**Exercise goal:**
Once the line holding "ring dip: (282, 231)" is found in the listing below, write it out and each later line exactly, up to and including the one holding "pinky tip: (248, 275)".

**Records for the exercise:**
------------------------------------------------
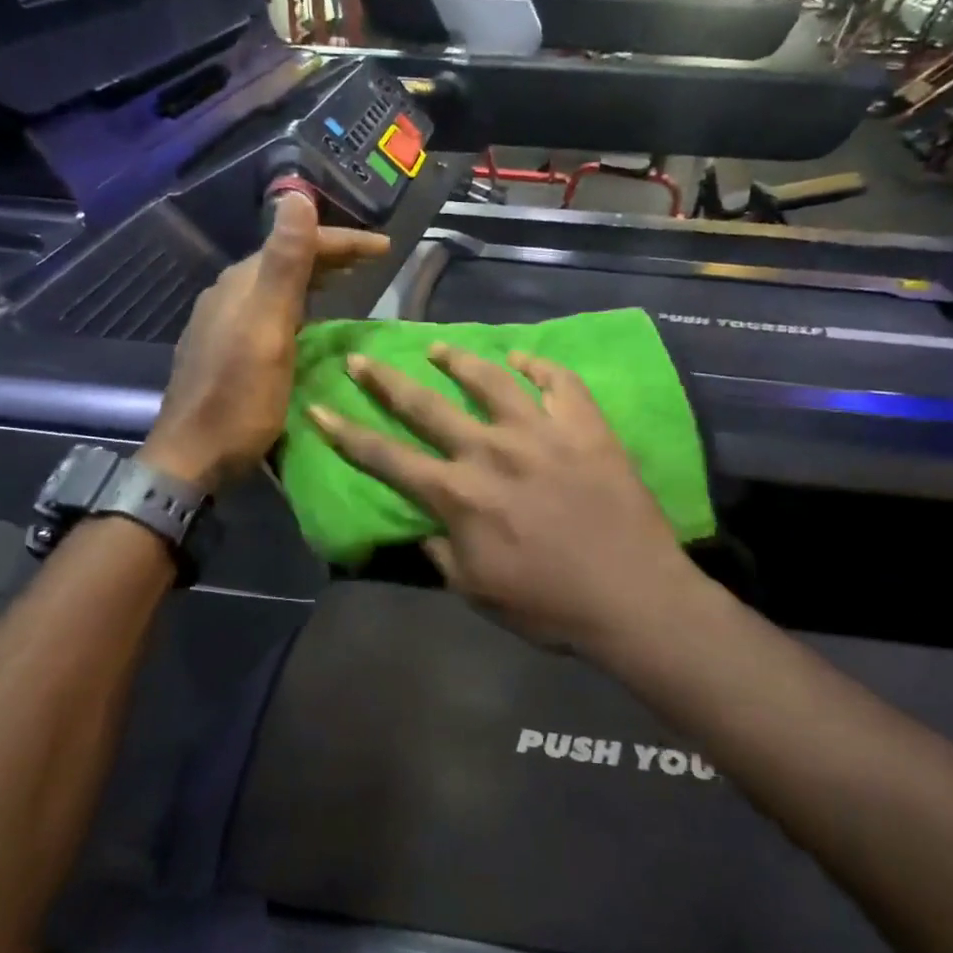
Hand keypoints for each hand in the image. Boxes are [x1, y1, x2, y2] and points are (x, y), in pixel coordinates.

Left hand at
------------------------------------------------
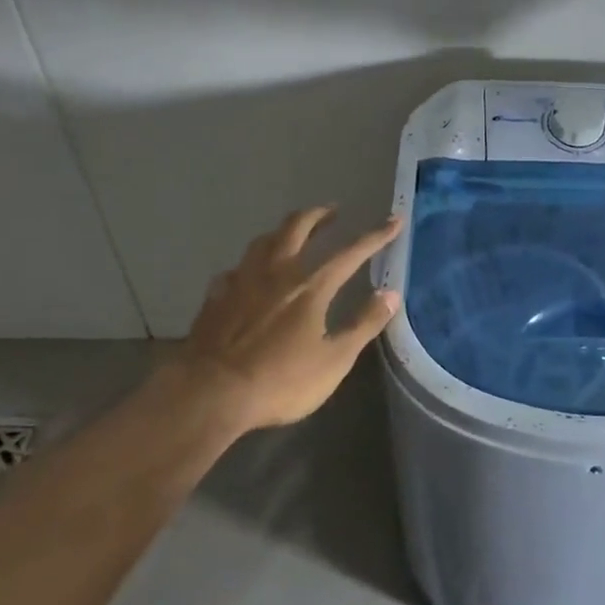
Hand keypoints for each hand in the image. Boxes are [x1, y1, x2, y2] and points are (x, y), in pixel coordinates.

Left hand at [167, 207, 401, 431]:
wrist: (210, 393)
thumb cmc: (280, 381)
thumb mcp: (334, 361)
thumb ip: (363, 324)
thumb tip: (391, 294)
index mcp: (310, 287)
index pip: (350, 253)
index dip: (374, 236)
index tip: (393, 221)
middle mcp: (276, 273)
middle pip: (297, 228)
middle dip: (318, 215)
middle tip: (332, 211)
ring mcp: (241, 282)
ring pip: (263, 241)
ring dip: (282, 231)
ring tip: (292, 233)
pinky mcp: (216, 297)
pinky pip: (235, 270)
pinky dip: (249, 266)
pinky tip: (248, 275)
------------------------------------------------
**Answer box:**
ring dip: (282, 231)
ring tip: (292, 233)
pinky mcp: (216, 297)
pinky pip: (235, 270)
pinky dip: (249, 266)
pinky tip: (248, 275)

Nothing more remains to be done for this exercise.